Even at all-time low levels, the cost for mobile ordering still deters companies, especially those with a large waitstaff. Case in point: only Tumbleweed’s Louisville location uses the technology. “The cost of the technology made it less cost-effective to use company-wide,” Brooks explains. “The best return on investment for us is to apply the technology across larger restaurants with higher volumes.”

Other issues keeping mobile projects on operators’ back burners include a lack of durable devices that can sustain being dropped, spilled on, or stored near hot plates or equipment. They also complain that Wi-Fi connections are still not strong enough to support a reliable, multi-user mobile operation.

Coming Down the Pike

Other restaurants are putting mobility directly into guests’ hands. Through its partnership with Ziosk, Chili’s Grill & Bar is rolling out touchscreen tablets at every table across more than 800 units.
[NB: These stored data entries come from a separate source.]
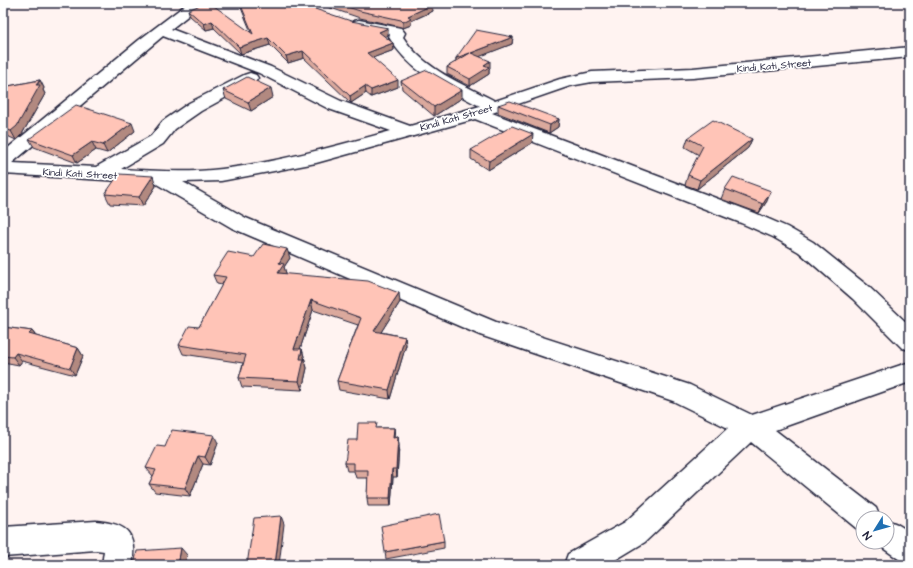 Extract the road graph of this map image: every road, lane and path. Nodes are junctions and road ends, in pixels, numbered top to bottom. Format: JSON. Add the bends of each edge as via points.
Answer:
{"nodes":[{"id":1,"x":197,"y":3,"type":"edge"},
{"id":2,"x":342,"y":19,"type":"edge"},
{"id":3,"x":160,"y":30,"type":"junction"},
{"id":4,"x":910,"y":52,"type":"edge"},
{"id":5,"x":265,"y":70,"type":"junction"},
{"id":6,"x":485,"y":110,"type":"junction"},
{"id":7,"x":408,"y":131,"type":"junction"},
{"id":8,"x":3,"y":161,"type":"edge"},
{"id":9,"x":3,"y":168,"type":"edge"},
{"id":10,"x":99,"y":174,"type":"junction"},
{"id":11,"x":159,"y":177,"type":"junction"},
{"id":12,"x":910,"y":341,"type":"edge"},
{"id":13,"x":910,"y":372,"type":"edge"},
{"id":14,"x":751,"y":427,"type":"junction"},
{"id":15,"x":856,"y":510,"type":"edge"},
{"id":16,"x":895,"y":540,"type":"edge"},
{"id":17,"x":3,"y":542,"type":"edge"},
{"id":18,"x":910,"y":550,"type":"edge"},
{"id":19,"x":117,"y":565,"type":"edge"},
{"id":20,"x":579,"y":565,"type":"edge"}],
"edges":[{"from":1,"to":3,"type":"street"},
{"from":2,"to":6,"type":"street","via":[[396,31],[402,50]]},
{"from":3,"to":5,"type":"street"},
{"from":3,"to":8,"type":"street"},
{"from":4,"to":6,"type":"street","name":"Kindi Kati Street","via":[[693,73],[592,77],[566,82]]},
{"from":5,"to":7,"type":"street","via":[[334,105]]},
{"from":5,"to":10,"type":"street","via":[[195,107],[169,125],[157,140]]},
{"from":6,"to":7,"type":"street","name":"Kindi Kati Street"},
{"from":6,"to":12,"type":"street","via":[[780,232],[812,252],[861,293]]},
{"from":7,"to":11,"type":"street","name":"Kindi Kati Street","via":[[316,157],[264,168],[220,175]]},
{"from":9,"to":10,"type":"street","name":"Kindi Kati Street"},
{"from":10,"to":11,"type":"street","name":"Kindi Kati Street"},
{"from":11,"to":14,"type":"street","via":[[239,223],[488,329],[681,393]]},
{"from":13,"to":14,"type":"street"},
{"from":14,"to":15,"type":"street"},
{"from":14,"to":20,"type":"street","via":[[635,532]]},
{"from":16,"to":18,"type":"street"},
{"from":17,"to":19,"type":"street","via":[[111,536],[120,547]]}]} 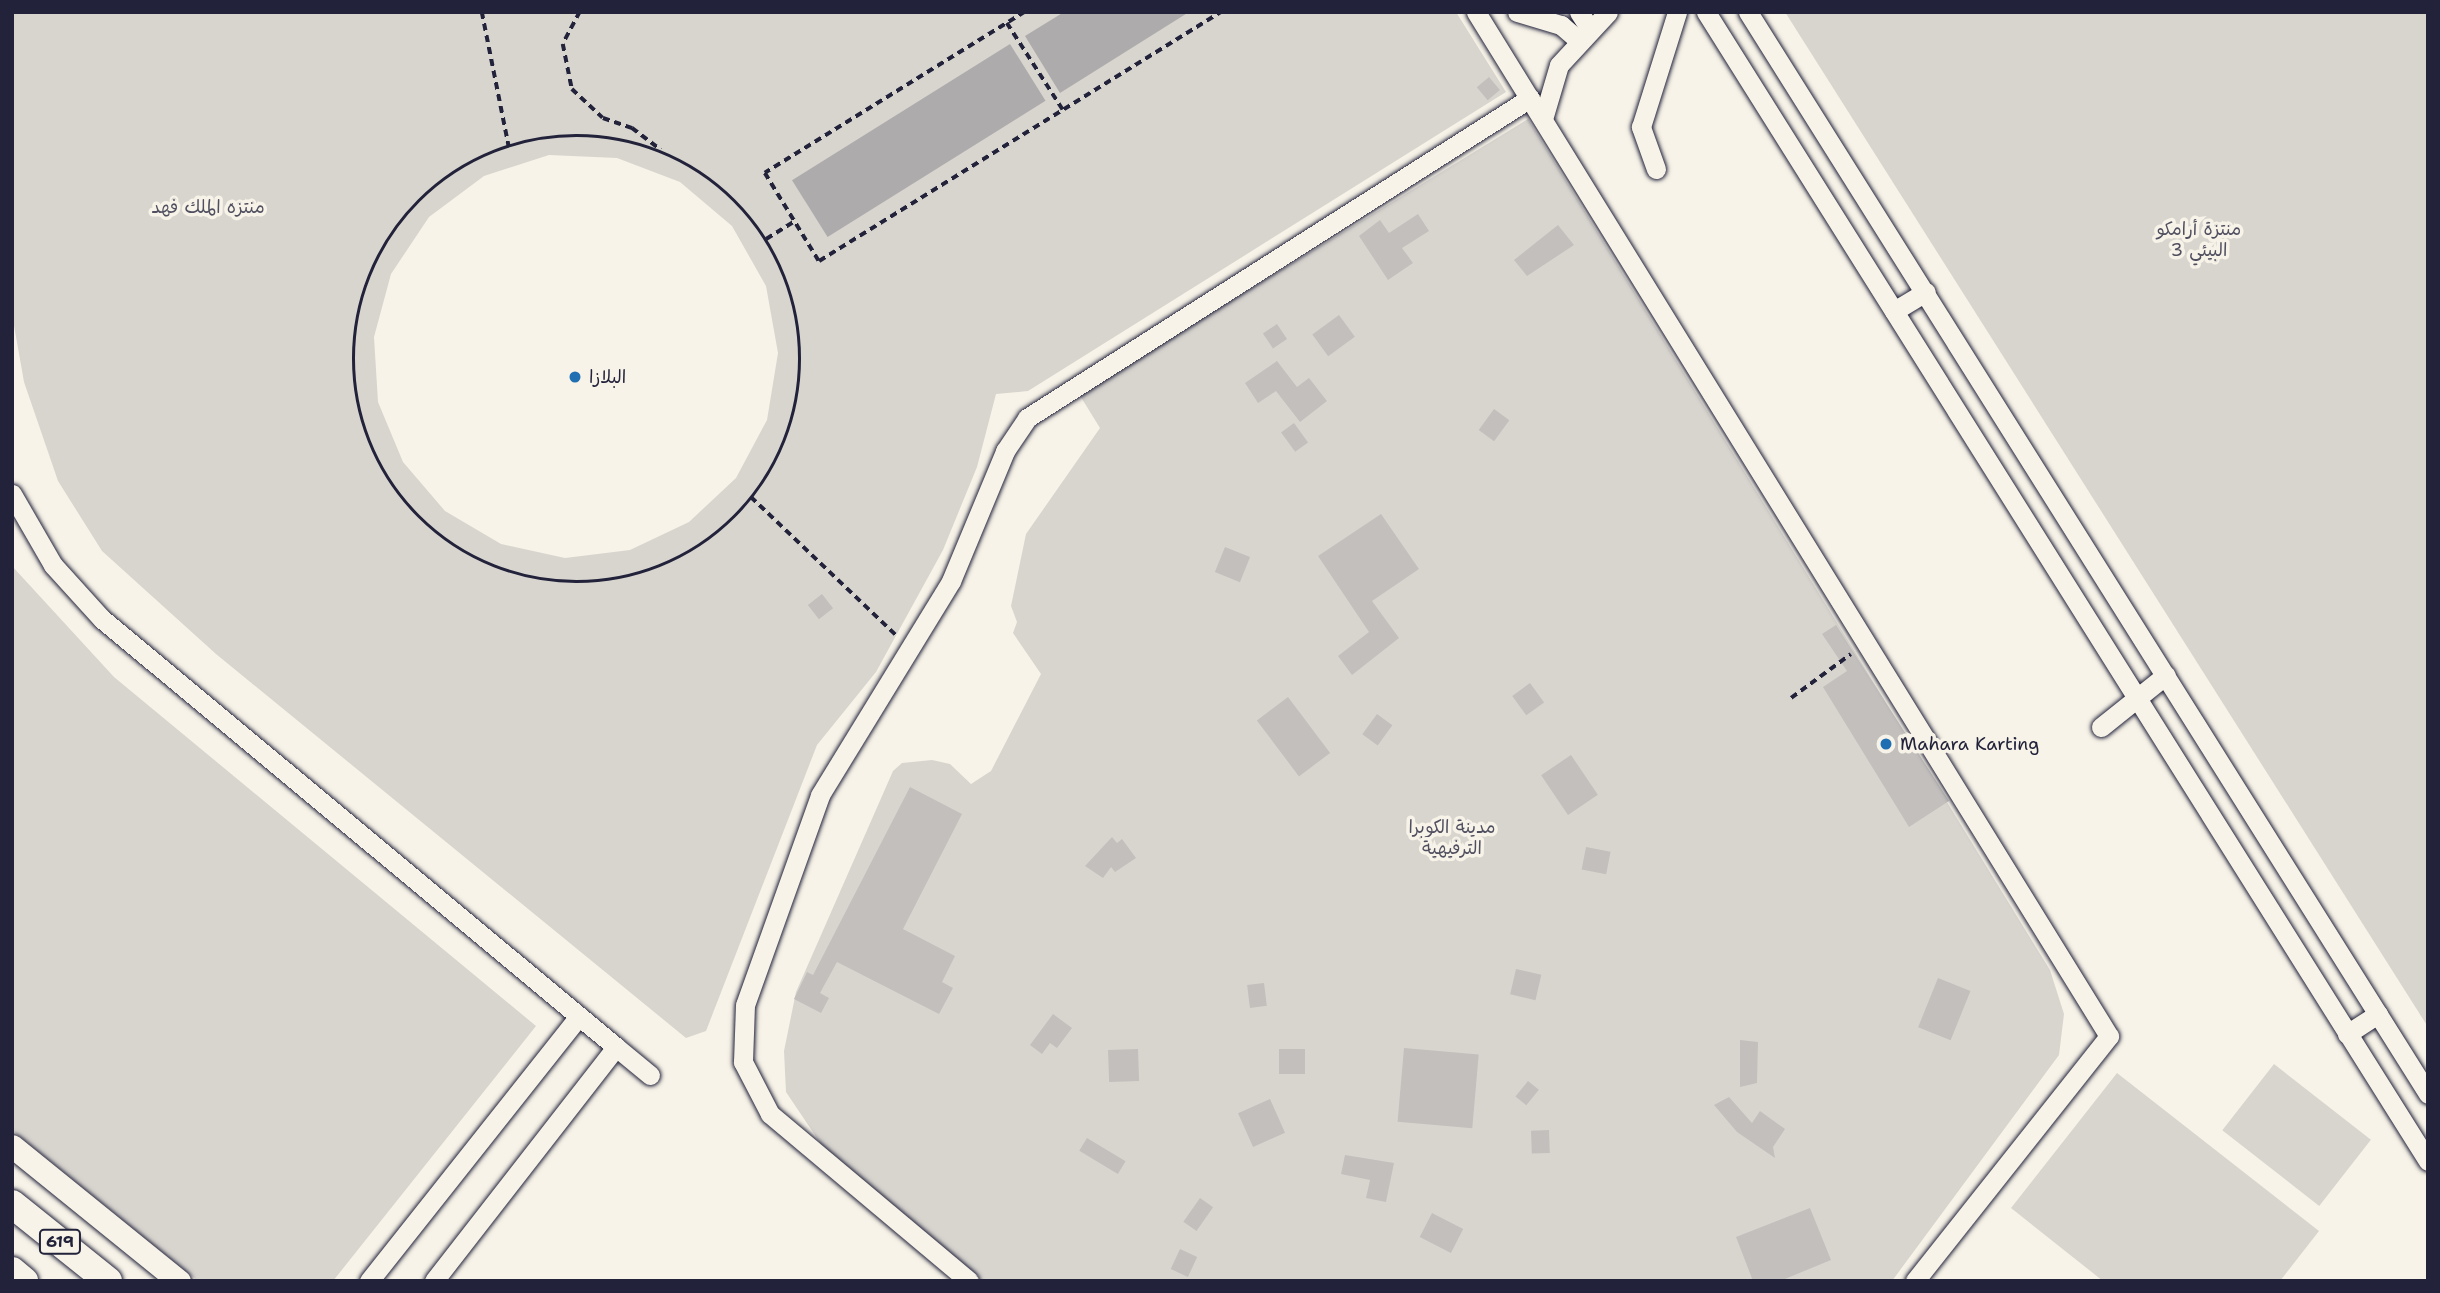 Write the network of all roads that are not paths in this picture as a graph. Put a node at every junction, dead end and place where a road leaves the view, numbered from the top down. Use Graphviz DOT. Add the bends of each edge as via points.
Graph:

Among the locations already outfitted with the digital solution, there has been a 20 percent increase in sales of desserts, according to the company.

Buffalo Wild Wings is underway with a similar strategy, planning to install tablets chainwide by the end of 2015. These projects pale in comparison to Applebee’s anticipated 1,800-plus location installation of 100,000 devices by year-end—the industry’s biggest rollout to date.

Restaurateur Mina Desiderio is waiting for reliability to improve before considering tablet technology. The owner of three San Diego eateries remains bullish on the benefits, nonetheless. “The idea of using the handhelds instead of stationary POS systems that take up valuable space, and the time savings they offer, promises huge advantages,” she says.

New York City­­­­–based City Winery can attest to the pros and cons of mobility. The restaurant, wine bar, and music venue adopted a first-generation mobile-ordering solution five years ago in its flagship SoHo location, but weaned off the technology after connection issues and short battery life, among other struggles.

Now, City Winery is blending the best of both mobile strategies with an app from PayPal and NCR. PayPal users check in to City Winery through the app, then make their initial drink or food order with their waiter. When the order arrives, the waiter also gives the party a code to enter into the app. Besides electronically alerting the server when they are ready to re-order, guests can also use the app to pay their tab.

Since adding the service a year ago, “We have between a 4 and 5 percent user rate during events that host more than 100 guests,” says David Richter, City Winery’s general manager. “It improves guest service and efficiency for our servers, especially during busy events.”